# [PROBLEM]
From the entries below, output the line with "position:relative; width:2062px; height:1332px;" and each following line up to and including the line with "filter:drop-shadow(2px 0 #aaa29c)", exactly as written.

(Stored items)
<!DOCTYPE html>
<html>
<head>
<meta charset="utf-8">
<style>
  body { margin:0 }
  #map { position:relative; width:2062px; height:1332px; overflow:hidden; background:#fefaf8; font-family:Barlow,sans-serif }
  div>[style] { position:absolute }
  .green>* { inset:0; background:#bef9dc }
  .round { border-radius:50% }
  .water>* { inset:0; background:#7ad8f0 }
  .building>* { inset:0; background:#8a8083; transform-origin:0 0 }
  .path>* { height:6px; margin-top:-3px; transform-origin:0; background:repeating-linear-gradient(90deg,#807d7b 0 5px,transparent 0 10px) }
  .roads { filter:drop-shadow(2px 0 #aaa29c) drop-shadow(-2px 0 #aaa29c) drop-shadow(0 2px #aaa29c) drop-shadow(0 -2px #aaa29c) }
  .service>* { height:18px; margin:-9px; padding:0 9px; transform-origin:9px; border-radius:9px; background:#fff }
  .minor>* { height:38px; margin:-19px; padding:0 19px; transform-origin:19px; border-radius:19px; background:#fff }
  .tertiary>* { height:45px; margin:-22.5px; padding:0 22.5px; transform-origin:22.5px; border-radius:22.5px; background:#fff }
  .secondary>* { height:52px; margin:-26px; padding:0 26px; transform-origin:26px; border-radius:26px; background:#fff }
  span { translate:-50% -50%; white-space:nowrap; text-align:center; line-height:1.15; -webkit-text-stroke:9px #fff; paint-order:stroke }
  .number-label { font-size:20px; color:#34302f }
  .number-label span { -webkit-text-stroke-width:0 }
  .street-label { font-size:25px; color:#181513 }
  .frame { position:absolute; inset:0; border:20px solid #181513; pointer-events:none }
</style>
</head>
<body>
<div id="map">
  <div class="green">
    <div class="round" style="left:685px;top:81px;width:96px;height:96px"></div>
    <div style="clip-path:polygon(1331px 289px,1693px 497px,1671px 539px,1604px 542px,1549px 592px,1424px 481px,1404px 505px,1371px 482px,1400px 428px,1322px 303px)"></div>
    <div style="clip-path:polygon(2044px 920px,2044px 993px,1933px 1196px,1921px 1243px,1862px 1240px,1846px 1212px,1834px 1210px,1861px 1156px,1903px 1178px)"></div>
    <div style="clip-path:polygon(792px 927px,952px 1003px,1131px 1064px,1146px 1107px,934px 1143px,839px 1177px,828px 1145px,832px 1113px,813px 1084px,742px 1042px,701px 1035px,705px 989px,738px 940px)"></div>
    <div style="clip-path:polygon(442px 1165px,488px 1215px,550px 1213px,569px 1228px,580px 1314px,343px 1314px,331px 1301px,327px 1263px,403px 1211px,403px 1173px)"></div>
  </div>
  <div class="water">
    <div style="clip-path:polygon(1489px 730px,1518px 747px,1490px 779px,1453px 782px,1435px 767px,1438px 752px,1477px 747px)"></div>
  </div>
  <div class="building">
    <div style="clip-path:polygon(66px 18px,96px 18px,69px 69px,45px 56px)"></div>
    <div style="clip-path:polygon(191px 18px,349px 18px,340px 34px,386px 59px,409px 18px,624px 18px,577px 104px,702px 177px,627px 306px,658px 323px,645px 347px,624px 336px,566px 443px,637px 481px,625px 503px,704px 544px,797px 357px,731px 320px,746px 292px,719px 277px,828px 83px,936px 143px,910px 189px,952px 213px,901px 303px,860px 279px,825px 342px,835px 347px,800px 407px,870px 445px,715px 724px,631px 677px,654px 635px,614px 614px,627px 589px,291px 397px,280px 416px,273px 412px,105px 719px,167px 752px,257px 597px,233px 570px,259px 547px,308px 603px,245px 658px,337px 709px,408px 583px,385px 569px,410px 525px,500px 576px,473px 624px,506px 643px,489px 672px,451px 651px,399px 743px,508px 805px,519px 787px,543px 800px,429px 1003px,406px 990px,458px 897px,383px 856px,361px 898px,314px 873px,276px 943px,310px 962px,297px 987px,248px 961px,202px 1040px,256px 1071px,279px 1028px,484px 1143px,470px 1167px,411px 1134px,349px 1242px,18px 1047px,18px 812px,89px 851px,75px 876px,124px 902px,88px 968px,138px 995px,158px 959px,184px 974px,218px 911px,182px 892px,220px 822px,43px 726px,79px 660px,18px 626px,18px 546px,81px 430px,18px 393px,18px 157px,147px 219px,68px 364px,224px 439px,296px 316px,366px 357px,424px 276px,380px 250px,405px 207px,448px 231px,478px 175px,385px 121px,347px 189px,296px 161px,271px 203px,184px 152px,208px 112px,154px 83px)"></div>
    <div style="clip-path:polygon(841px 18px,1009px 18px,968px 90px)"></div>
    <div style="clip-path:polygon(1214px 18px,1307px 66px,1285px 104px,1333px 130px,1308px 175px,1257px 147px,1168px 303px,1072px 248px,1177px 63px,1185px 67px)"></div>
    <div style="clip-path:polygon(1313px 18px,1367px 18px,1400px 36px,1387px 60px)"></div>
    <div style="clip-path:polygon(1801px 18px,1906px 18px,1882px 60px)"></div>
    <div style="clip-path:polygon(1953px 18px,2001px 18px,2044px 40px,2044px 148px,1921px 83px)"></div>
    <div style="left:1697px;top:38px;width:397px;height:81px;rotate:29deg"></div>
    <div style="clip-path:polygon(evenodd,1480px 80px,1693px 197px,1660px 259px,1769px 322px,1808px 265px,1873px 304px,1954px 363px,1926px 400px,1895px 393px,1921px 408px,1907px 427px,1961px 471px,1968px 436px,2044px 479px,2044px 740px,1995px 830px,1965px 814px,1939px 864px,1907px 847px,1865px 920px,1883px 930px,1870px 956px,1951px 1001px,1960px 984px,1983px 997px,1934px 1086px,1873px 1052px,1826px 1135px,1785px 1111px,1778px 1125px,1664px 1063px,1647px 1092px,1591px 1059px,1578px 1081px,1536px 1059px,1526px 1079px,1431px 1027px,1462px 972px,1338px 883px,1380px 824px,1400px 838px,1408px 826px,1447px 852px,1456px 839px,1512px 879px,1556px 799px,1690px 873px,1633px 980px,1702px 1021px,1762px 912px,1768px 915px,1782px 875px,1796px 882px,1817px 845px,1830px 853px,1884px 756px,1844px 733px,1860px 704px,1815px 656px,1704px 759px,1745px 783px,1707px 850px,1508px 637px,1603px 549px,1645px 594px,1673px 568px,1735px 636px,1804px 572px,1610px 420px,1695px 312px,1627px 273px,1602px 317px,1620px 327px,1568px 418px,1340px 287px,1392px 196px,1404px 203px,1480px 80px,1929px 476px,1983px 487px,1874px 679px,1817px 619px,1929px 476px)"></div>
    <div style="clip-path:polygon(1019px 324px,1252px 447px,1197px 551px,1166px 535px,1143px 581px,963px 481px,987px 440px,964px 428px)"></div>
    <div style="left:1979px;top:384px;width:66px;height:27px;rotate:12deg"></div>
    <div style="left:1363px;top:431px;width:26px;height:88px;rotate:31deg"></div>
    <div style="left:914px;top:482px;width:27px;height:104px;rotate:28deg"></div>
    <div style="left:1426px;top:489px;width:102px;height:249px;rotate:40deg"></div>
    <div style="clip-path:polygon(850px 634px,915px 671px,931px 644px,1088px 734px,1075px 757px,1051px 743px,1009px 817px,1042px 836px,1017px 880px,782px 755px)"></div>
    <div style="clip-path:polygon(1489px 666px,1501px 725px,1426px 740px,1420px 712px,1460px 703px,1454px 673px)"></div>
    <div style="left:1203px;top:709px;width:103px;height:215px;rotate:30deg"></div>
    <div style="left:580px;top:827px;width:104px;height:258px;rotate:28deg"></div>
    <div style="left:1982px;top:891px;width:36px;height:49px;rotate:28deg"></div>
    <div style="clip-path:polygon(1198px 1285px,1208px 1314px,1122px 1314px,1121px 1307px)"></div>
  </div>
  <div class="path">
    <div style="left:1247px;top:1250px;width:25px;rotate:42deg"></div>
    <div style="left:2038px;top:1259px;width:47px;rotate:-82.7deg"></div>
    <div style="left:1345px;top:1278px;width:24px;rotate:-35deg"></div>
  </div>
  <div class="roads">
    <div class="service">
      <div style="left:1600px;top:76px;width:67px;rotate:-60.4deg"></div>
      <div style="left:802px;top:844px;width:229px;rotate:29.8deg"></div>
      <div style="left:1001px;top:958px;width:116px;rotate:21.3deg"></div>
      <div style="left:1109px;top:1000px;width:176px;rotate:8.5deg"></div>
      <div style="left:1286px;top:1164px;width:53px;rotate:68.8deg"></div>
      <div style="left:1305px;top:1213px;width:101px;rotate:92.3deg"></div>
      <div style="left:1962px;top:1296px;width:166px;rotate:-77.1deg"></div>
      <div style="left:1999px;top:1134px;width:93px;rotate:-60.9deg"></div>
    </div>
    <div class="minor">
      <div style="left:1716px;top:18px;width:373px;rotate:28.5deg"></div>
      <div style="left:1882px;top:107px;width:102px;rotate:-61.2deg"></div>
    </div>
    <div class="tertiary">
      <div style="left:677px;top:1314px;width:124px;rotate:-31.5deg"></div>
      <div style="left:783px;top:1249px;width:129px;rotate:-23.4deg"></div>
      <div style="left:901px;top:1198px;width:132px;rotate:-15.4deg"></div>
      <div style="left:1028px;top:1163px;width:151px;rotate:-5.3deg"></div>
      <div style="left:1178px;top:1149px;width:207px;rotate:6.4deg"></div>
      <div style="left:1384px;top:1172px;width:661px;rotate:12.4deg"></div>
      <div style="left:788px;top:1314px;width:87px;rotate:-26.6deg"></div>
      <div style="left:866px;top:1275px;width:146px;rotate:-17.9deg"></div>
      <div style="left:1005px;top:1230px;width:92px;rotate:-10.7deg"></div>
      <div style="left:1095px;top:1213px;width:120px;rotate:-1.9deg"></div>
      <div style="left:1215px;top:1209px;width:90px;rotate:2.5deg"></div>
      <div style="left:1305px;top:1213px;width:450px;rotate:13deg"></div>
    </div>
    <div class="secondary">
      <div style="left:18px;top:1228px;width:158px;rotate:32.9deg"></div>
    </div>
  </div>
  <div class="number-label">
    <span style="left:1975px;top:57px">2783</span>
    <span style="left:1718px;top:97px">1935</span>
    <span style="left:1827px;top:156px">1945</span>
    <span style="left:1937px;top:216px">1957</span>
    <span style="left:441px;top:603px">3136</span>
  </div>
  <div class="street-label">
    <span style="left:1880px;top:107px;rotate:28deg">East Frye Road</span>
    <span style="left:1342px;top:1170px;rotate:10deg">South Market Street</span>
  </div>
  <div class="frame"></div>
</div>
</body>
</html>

# [WRITTEN ANSWER]
  #map { position:relative; width:2062px; height:1332px; overflow:hidden; background:#fefaf8; font-family:Barlow,sans-serif }
  div>[style] { position:absolute }
  .green>* { inset:0; background:#bef9dc }
  .round { border-radius:50% }
  .water>* { inset:0; background:#7ad8f0 }
  .building>* { inset:0; background:#8a8083; transform-origin:0 0 }
  .path>* { height:6px; margin-top:-3px; transform-origin:0; background:repeating-linear-gradient(90deg,#807d7b 0 5px,transparent 0 10px) }
  .roads { filter:drop-shadow(2px 0 #aaa29c) drop-shadow(-2px 0 #aaa29c) drop-shadow(0 2px #aaa29c) drop-shadow(0 -2px #aaa29c) }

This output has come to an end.